Must admit that I received my 2nd Covid jab , the dreaded big one , yesterday afternoon and it left me a bit disheveled . Some sleep and a refrigerator raid apparently have helped .

This teacher thing was in my mind upon awakening in the wee hours . Strange .

The definition of a teacher has changed . Some call themselves teachers even though they are in fact not by the strict traditional definition . They are just influencers with a political agenda that they have adopted and are fraudulently using to change the hearts and minds of our impressionable youth . They call out with an attractive sirens song postulating the virtues of failed political dogmas that have been spread world wide . Why , heck I don’t know . Guess that they were failures in some part of their prior lives and misery loves company . A real democracy/republic such as ours is not always easy . Often hard and challenging . Far easier to be led by the nose and accept your fate . To some that is just fine , if you have lots of company . Sadly that is just what appears to be happening . Just look at today’s Congress and above .

drewski

I am guessing the vast majority of teachers would be horrified to learn they are really Marxist puppets indoctrinating our precious youth. As another said perhaps until you have spent a yr teaching 8th grade, it's very likely you have no idea what- so- ever what you are talking about.

drewski

My,my, we paint with a wide brush. The usual rant about liberal colleges promoting liberal ideals. With of course the hot button buzzwords de jour

" indoctrination". You paint a bizzare picture of the great masses of teachers avoiding the algebra lesson plan to whisper in tender young ears about the joys of socialism, communism, and ungodly behaviour.
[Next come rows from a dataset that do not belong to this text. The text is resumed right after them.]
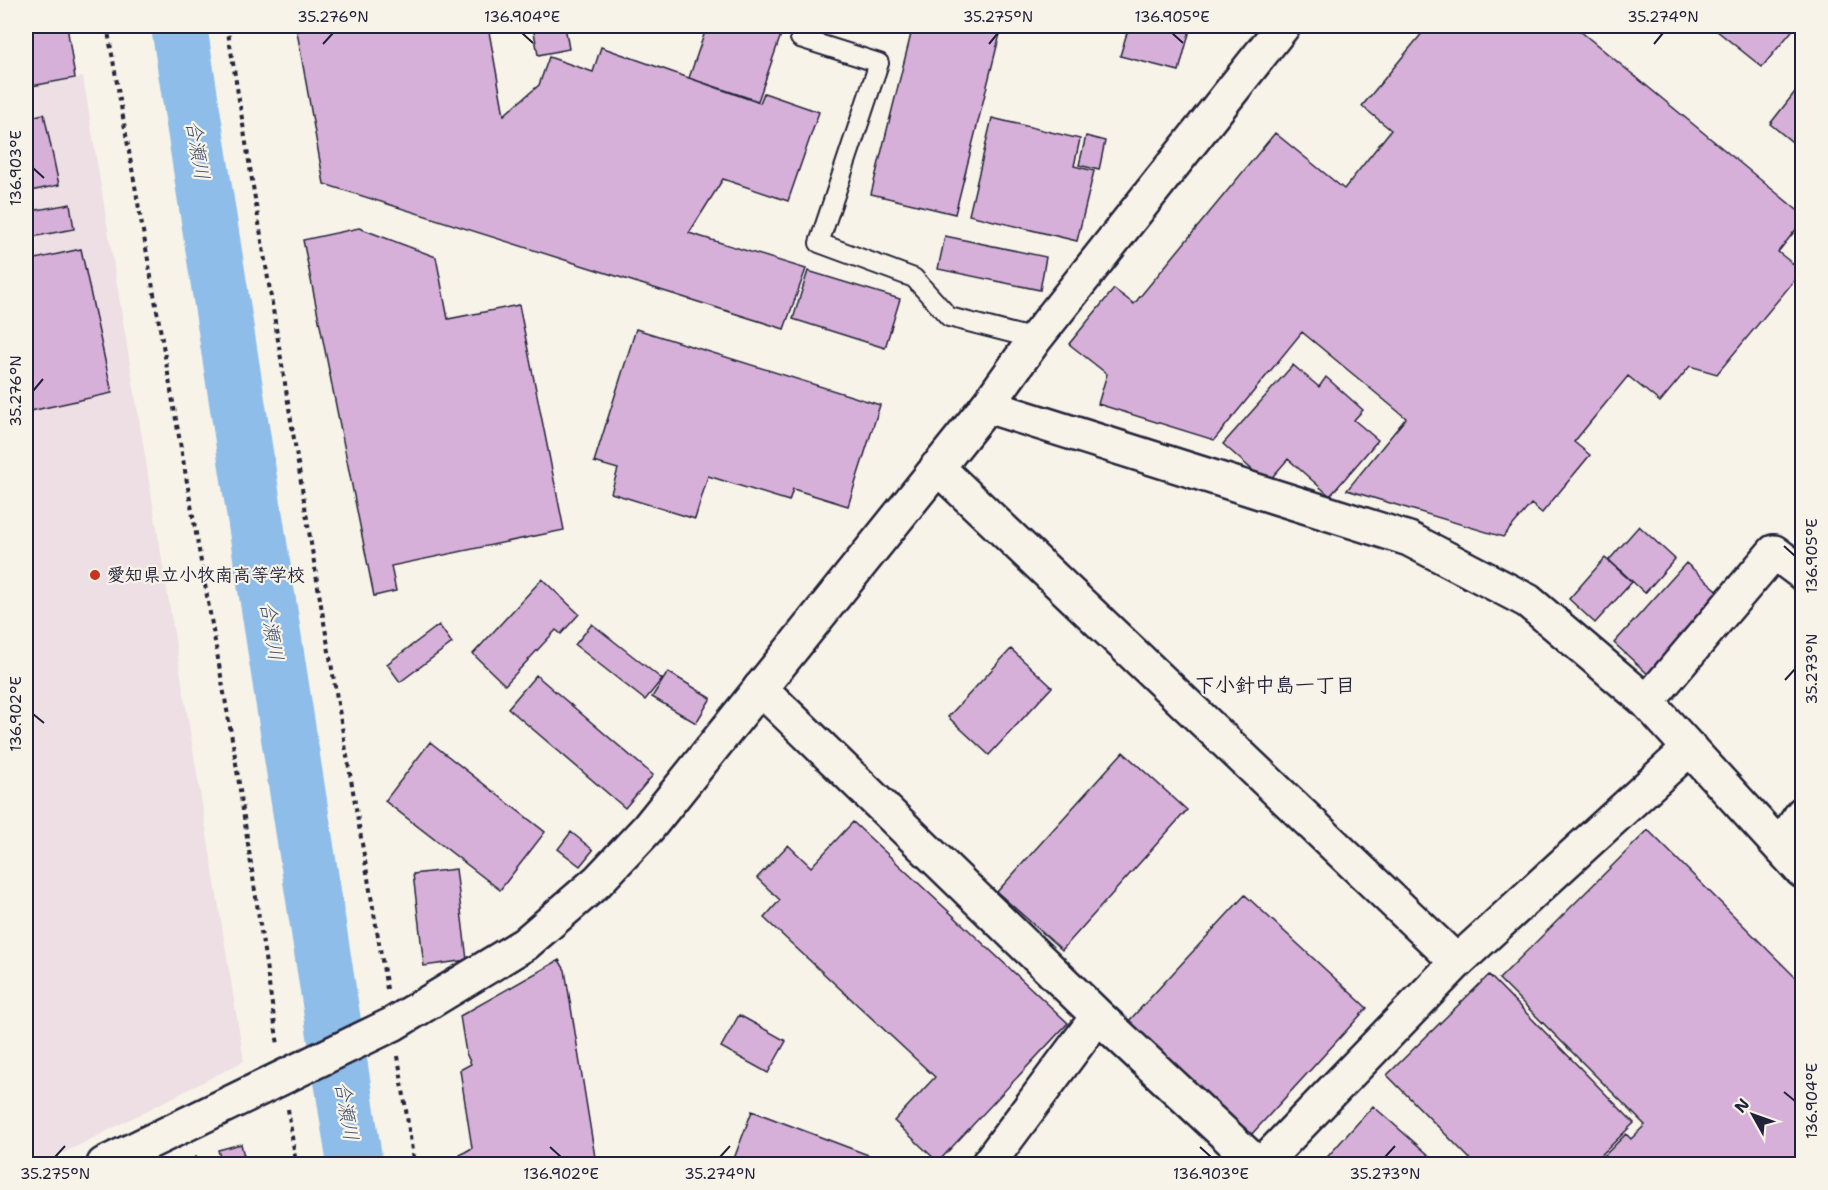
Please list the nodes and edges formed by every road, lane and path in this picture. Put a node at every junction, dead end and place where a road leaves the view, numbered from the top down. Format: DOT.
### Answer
graph roads {
  1 [pos="107,26"];
  2 [pos="227,26"];
  3 [pos="1283,26"];
  4 [pos="800,38"];
  5 [pos="1035,339"];
  6 [pos="987,406"];
  7 [pos="937,467"];
  8 [pos="1803,573"];
  9 [pos="760,688"];
  10 [pos="1647,702"];
  11 [pos="1690,748"];
  12 [pos="1803,814"];
  13 [pos="1780,846"];
  14 [pos="1803,871"];
  15 [pos="1457,962"];
  16 [pos="1098,1016"];
  17 [pos="393,1024"];
  18 [pos="287,1075"];
  19 [pos="104,1164"];
  20 [pos="296,1164"];
  21 [pos="414,1164"];
  22 [pos="988,1164"];
  23 [pos="1257,1164"];
  24 [pos="1262,1164"];
  1 -- 18 [label="path"];
  2 -- 17 [label="path"];
  3 -- 5 [label="street"];
  4 -- 5 [label="lane"];
  5 -- 6 [label="street"];
  6 -- 7 [label="street"];
  6 -- 10 [label="street"];
  7 -- 9 [label="street"];
  7 -- 15 [label="street"];
  8 -- 10 [label="street"];
  9 -- 16 [label="street"];
  9 -- 17 [label="street"];
  10 -- 11 [label="street"];
  11 -- 13 [label="street"];
  11 -- 15 [label="street"];
  12 -- 13 [label="street"];
  13 -- 14 [label="street"];
  15 -- 24 [label="street"];
  16 -- 22 [label="street"];
  16 -- 23 [label="street"];
  17 -- 18 [label="street"];
  17 -- 21 [label="path"];
  18 -- 19 [label="street"];
  18 -- 20 [label="path"];
}
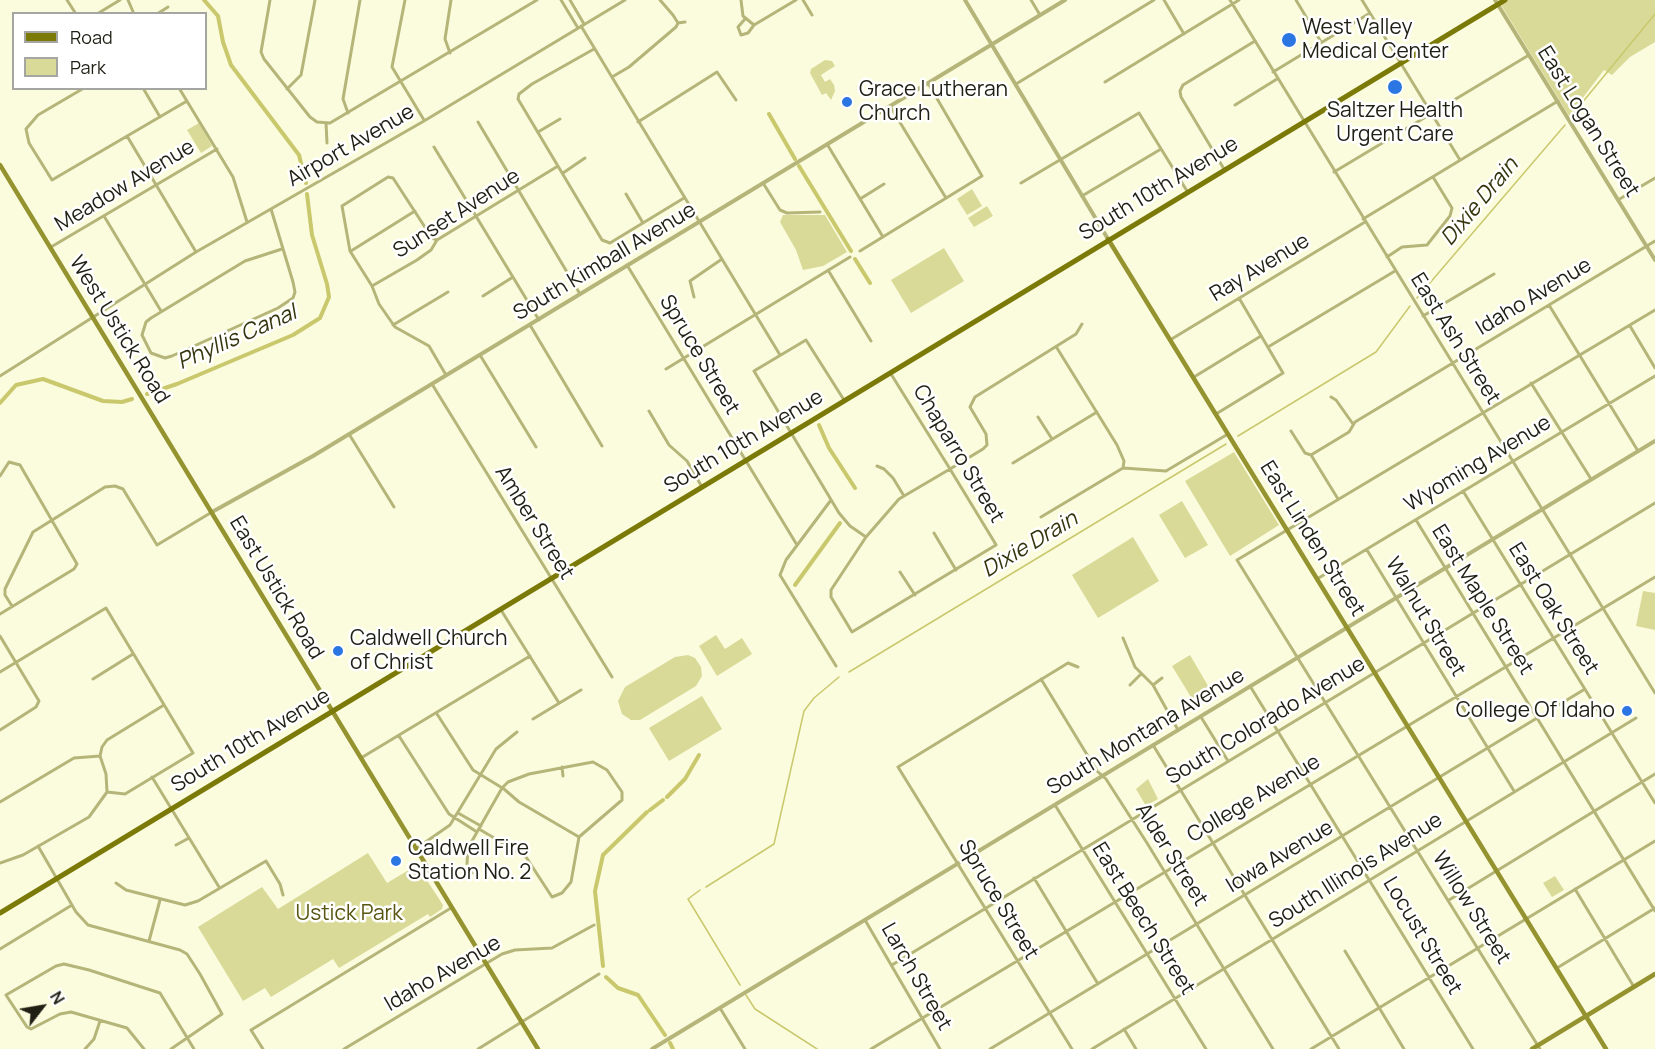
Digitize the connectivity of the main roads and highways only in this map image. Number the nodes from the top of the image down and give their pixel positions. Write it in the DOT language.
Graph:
graph roads {
  1 [pos="1505,0"];
  2 [pos="1497,2"];
  3 [pos="0,165"];
  4 [pos="1108,239"];
  5 [pos="212,512"];
  6 [pos="331,712"];
  7 [pos="0,913"];
  8 [pos="1655,974"];
  9 [pos="1586,1016"];
  10 [pos="1537,1048"];
  11 [pos="538,1049"];
  12 [pos="1606,1049"];
  1 -- 2 [label="main road, South 10th Avenue"];
  2 -- 4 [label="main road, South 10th Avenue"];
  3 -- 5 [label="main road, West Ustick Road"];
  4 -- 6 [label="main road, South 10th Avenue"];
  4 -- 9 [label="main road, East Linden Street"];
  5 -- 6 [label="main road, East Ustick Road"];
  6 -- 7 [label="main road, South 10th Avenue"];
  6 -- 11 [label="main road, East Ustick Road"];
  8 -- 9 [label="main road"];
  9 -- 10 [label="main road"];
  9 -- 12 [label="main road, East Linden Street"];
}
Like any profession there are the good, the mediocre, and a few bad apples. The bad usually more associated with apathy or burnout then an insidious indoctrination agenda.Teachers struggles likely have more to do with keeping kids off their phones and focused on the lesson plan, then the foul, pervasive commie indoctrination you love to imagine.

David Collins

I agree with drew , most would be horrified at being revealed . Sadly , most anyone with a liberal arts degree , can be certified to teach with a few online courses .followed by a sic interview and off they go to indoctrinate a youth near you . Isn’t that just nice ? Certainly not all but some with growing numbers largely due to the totally BS degrees bestowed upon them by our uber left colleges . Just my take so bring it on .

DeadBolt

There are literally thousands of school districts wrapped up in this 'pile of dung' and at best they are extortionists , and bad actors. To pretend its at a few liberal institutions is akin to not paying attention. NC has made several NATIONAL HEADLINES on this in COURT. its being peddled in K- 12th. Here is another example ...... School board meeting /// https://www.youtube.com/watch?v=8u9klwBKlss&t=7s Keep trying to tone down the smell, but, i would really hate to be a teacher wrapped up in this garbage. (THERE IS NO TELLING WHAT PARENTS WILL DO)

DeadBolt

NC Lt Governor Mark Robinson https://www.youtube.com/watch?v=81pOLHjq5w0 <====== When this reaches this guys flagpole, its a HUGE PROBLEM. (despite the opinions of liberal lunatics). Or maybe, they still have TERMINAL TDS!

DeadBolt

Locke's Terry Stoops discusses Lt. Gov. Robinson's FACTS task force https://www.youtube.com/watch?v=cOSrmQI7yKE OH.... wait a second, look, a TASK FORCE with LAWYERS, and Dr's ...... , and i heard it was a small, out of the way college issue? PARENTS BEWARE WHAT IS BEING READ TO YOUR CHILDREN, because the STATE OF NC is about to intervene. (guess its not a SMALL problem now).